Ah, if Le Mire had only seen the future! And yet-I often wonder-would she have turned her back? For the woman craved novelty and adventure, and the gameness of centuries was in her blood-well, she had her experience, which was shared only in part by Harry and myself.

Those snow-capped peaks! Little did we guess what they held for us. We were laughing, I remember, as we left behind us the edge of civilization represented by Cerro de Pasco.

We found it impossible to procure a complete outfit in the mining town, and were forced to despatch a messenger to Lima. He returned in two days with mules, saddles, saddle-bags, boots, leather leggings, knickerbockers, woolen ponchos, and scores of other articles which he assured us were absolutely necessary for any degree of comfort. By the time we were ready to start we had a good-sized pack-train on our hands.

The proprietor of the hotel found us an arriero, whom he declared to be the most competent and trustworthy guide in all the Andes-a long, loose-jointed fellow with an air of complete indifference habitually resting on his yellow, rather sinister-looking face. Le Mire did not like him, but I certainly preferred the hotel proprietor's experience and knowledge to her volatile fancy, and engaged the arriero on the spot.

Our outfit was complete, and everything in readiness, when Harry suddenly announced that he had decided not to go, nor to allow Le Mire to do so.

"I don't like it," he said in troubled tones. "I tell you, Paul, I don't like it. I've been talking to some of the miners and arrieros, and the thing is foolhardy and dangerous."

Then, seeing the expression on my face, he continued hastily: "Oh, not for myself. You know me; I'll do anything that any one else will do, and more, if I can. But Desiree! I tell you, if anything happened to her I-well-"

I cut him short:

"My dear boy, the idea is Desiree's own. And to talk of danger where she is concerned! She would laugh at you."
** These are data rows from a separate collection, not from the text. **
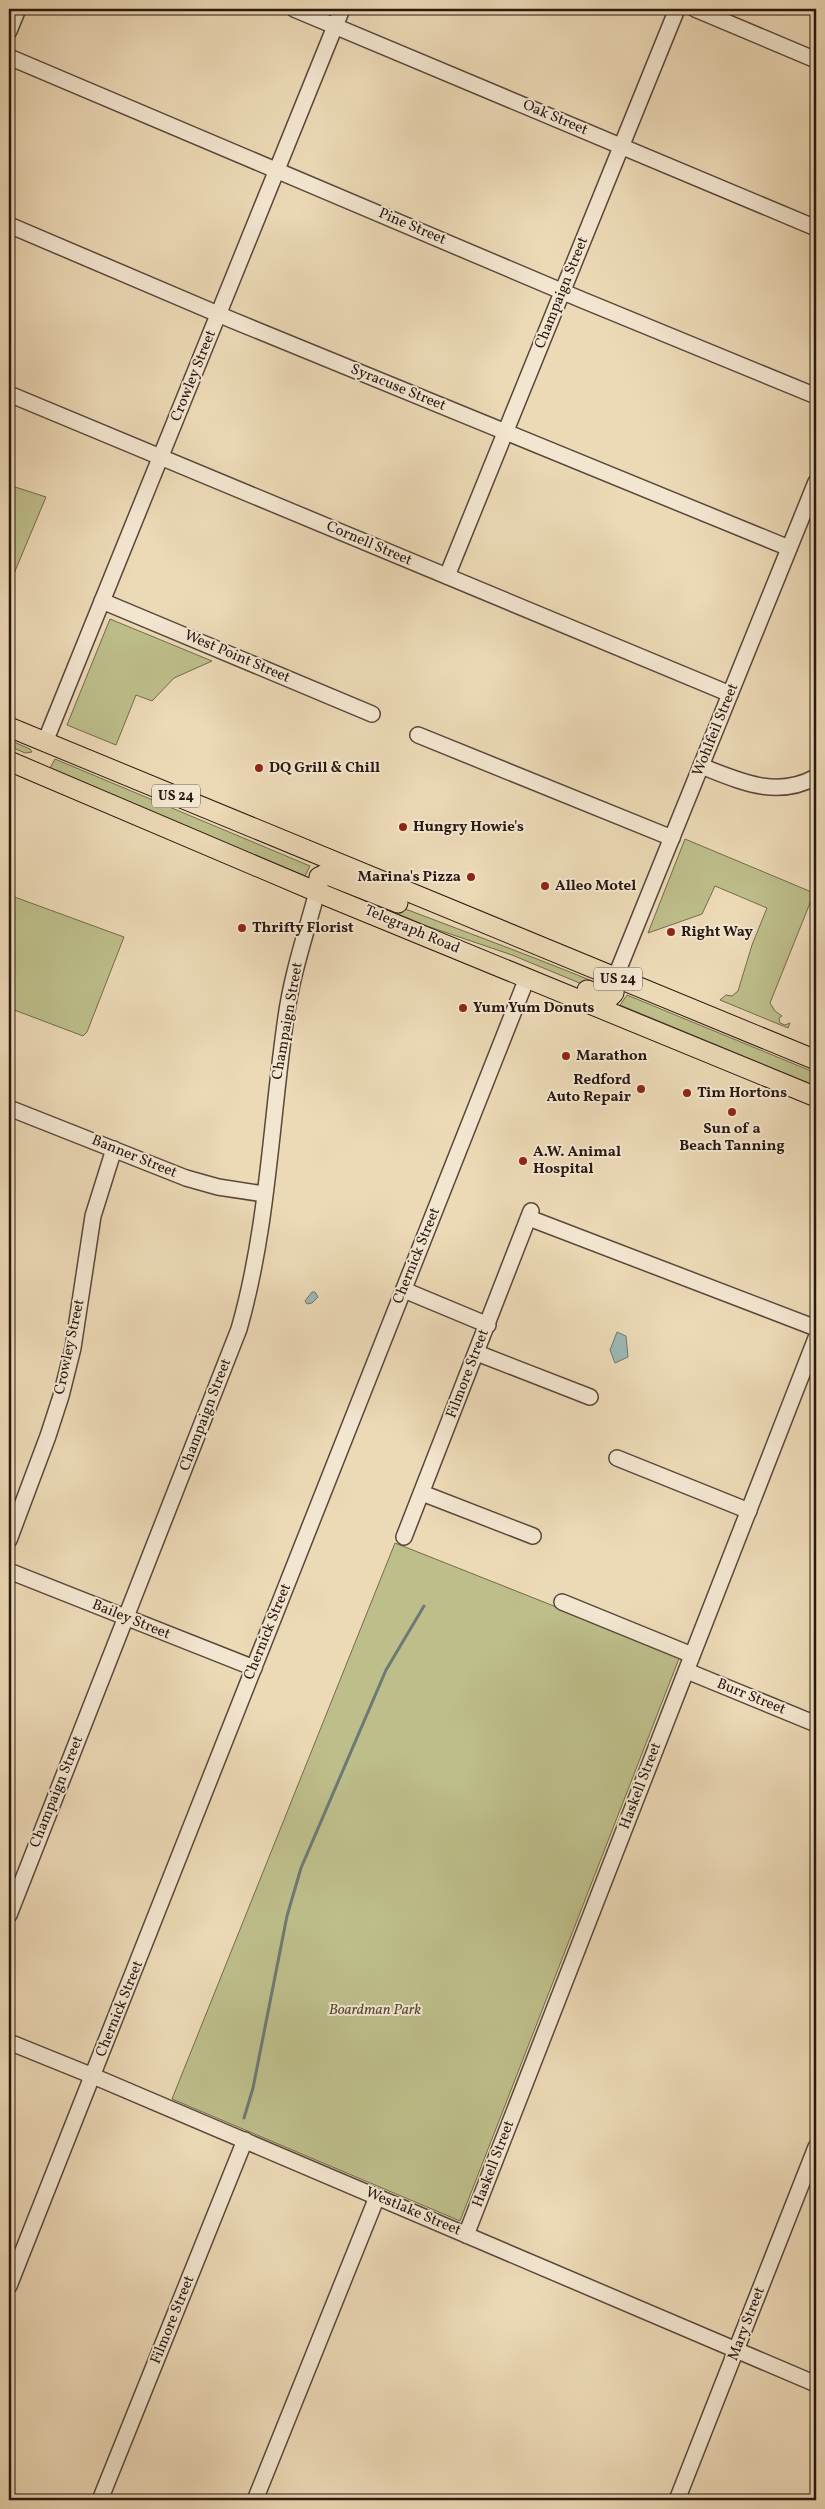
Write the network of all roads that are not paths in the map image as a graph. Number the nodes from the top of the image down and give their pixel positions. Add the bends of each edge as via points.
1 (18, 9) edge
2 (294, 9) edge
3 (342, 9) edge
4 (677, 9) edge
5 (695, 9) edge
6 (335, 26) junction
7 (9, 31) edge
8 (9, 56) edge
9 (816, 60) edge
10 (622, 146) junction
11 (277, 170) junction
12 (9, 225) edge
13 (816, 228) edge
14 (563, 291) junction
15 (219, 314) junction
16 (9, 394) edge
17 (816, 396) edge
18 (506, 432) junction
19 (161, 457) junction
20 (816, 482) edge
21 (789, 548) junction
22 (447, 576) junction
23 (102, 600) junction
24 (730, 694) junction
25 (372, 714) dead end
26 (9, 727) edge
27 (418, 735) dead end
28 (45, 742) junction
29 (9, 750) edge
30 (9, 761) edge
31 (701, 766) junction
32 (816, 777) edge
33 (672, 838) junction
34 (317, 892) junction
35 (476, 921) junction
36 (472, 955) junction
37 (527, 978) junction
38 (615, 978) junction
39 (816, 1060) edge
40 (816, 1097) edge
41 (9, 1108) edge
42 (114, 1149) junction
43 (264, 1194) junction
44 (404, 1290) junction
45 (488, 1325) junction
46 (816, 1328) edge
47 (816, 1338) edge
48 (477, 1353) junction
49 (590, 1397) dead end
50 (617, 1458) dead end
51 (422, 1493) junction
52 (749, 1511) junction
53 (533, 1536) dead end
54 (404, 1537) dead end
55 (9, 1540) edge
56 (9, 1571) edge
57 (562, 1602) dead end
58 (126, 1618) junction
59 (692, 1655) junction
60 (254, 1668) junction
61 (686, 1671) junction
62 (816, 1724) edge
63 (9, 1915) edge
64 (9, 2042) edge
65 (94, 2076) junction
66 (245, 2140) junction
67 (816, 2147) edge
68 (377, 2196) junction
69 (466, 2234) junction
70 (9, 2286) edge
71 (737, 2350) junction
72 (816, 2384) edge
73 (100, 2500) edge
74 (255, 2500) edge
75 (677, 2500) edge

1 - 7 street
2 - 6 street, Oak Street
3 - 6 street, Crowley Street
4 - 10 street, Champaign Street
5 - 9 street
6 - 10 street, Oak Street
6 - 11 street, Crowley Street
8 - 11 street, Pine Street
10 - 13 street, Oak Street
10 - 14 street, Champaign Street
11 - 14 street, Pine Street
11 - 15 street, Crowley Street
12 - 15 street, Syracuse Street
14 - 17 street, Pine Street
14 - 18 street, Champaign Street
15 - 18 street, Syracuse Street
15 - 19 street, Crowley Street
16 - 19 street, Cornell Street
18 - 21 street, Syracuse Street
18 - 22 street, Champaign Street
19 - 22 street, Cornell Street
19 - 23 street, Crowley Street
20 - 21 street, Wohlfeil Street
21 - 24 street, Wohlfeil Street
22 - 24 street, Cornell Street
23 - 25 street, West Point Street
23 - 28 street, Crowley Street
24 - 31 street, Wohlfeil Street
26 - 28 main road, US 24
27 - 33 street
28 - 29 main road via 43,758 38,761
28 - 35 main road, US 24
30 - 34 main road, Telegraph Road / US 24
31 - 32 street via 765,788 790,787
31 - 33 street, Wohlfeil Street
33 - 38 street, Wohlfeil Street
34 - 35 main road via 319,877 325,874 443,919
34 - 36 main road, Telegraph Road / US 24
34 - 43 street, Champaign Street via 286,1015
35 - 38 main road, US 24
36 - 37 main road, Telegraph Road / US 24
36 - 38 main road via 514,960 609,998 614,993
37 - 40 main road, Telegraph Road / US 24
37 - 44 street, Chernick Street
38 - 39 main road, US 24
41 - 42 street, Banner Street
42 - 43 street, Banner Street via 207,1185
42 - 55 street, Crowley Street via 93,1216 73,1348 61,1396
43 - 58 street, Champaign Street via 254,1269 239,1328
44 - 45 street
44 - 60 street, Chernick Street
45 - 46 street, Filmore Street via 530,1214
45 - 48 street, Filmore Street
47 - 52 street, Haskell Street
48 - 49 street
48 - 51 street, Filmore Street
50 - 52 street
51 - 53 street
51 - 54 street, Filmore Street
52 - 59 street, Haskell Street
56 - 58 street, Bailey Street
57 - 59 street
58 - 60 street, Bailey Street
58 - 63 street, Champaign Street
59 - 61 street, Haskell Street
60 - 65 street, Chernick Street
61 - 62 street, Burr Street
61 - 69 street, Haskell Street
64 - 65 street, Westlake Street
65 - 66 street, Westlake Street
65 - 70 street, Chernick Street
66 - 68 street, Westlake Street
66 - 73 street, Filmore Street
67 - 71 street, Mary Street
68 - 69 street, Westlake Street
68 - 74 street
69 - 71 street, Westlake Street
71 - 72 street, Westlake Street
71 - 75 street, Mary Street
"She has," Harry confessed with a doubtful smile.

I clapped him roughly on the shoulder.

"Come, brace up! Our caravan awaits us-and see, the fairy, too. Are you ready, Desiree?"

She came toward us from the inner rooms of the hotel, smiling, radiant. I shall never forget the picture she presented. She wore white knickerbockers, a white jacket, tan-leather boots and leggings and a khaki hat.

Her golden hair, massed closely about her ears and upon her forehead, shimmered in the bright sun dazzlingly; her eyes sparkled; her little white teeth gleamed in a happy, joyous smile.

We lifted her to the back of her mule, then mounted our own. Suddenly a recollection shot through my brain with remarkable clearness, and I turned to Le Mire:

"Desiree, do you know the first time I ever saw you? It was in an electric brougham at the Gare du Nord. This is somewhat different, my lady."

"And infinitely more interesting," she answered. "Are you ready? See that stupid arriero! Ah! After all, he knew what he was about. Then, messieurs-allons!"

The arriero, receiving my nod uttered a peculiar whistle through his teeth. The mules pricked up their ears, then with one common movement started forward.

"Adios! Adios, senora! Adios, senores!"

With the cry of our late host sounding in our ears we passed down the narrow little street of Cerro de Pasco on our way to the snow-capped peaks of the Andes.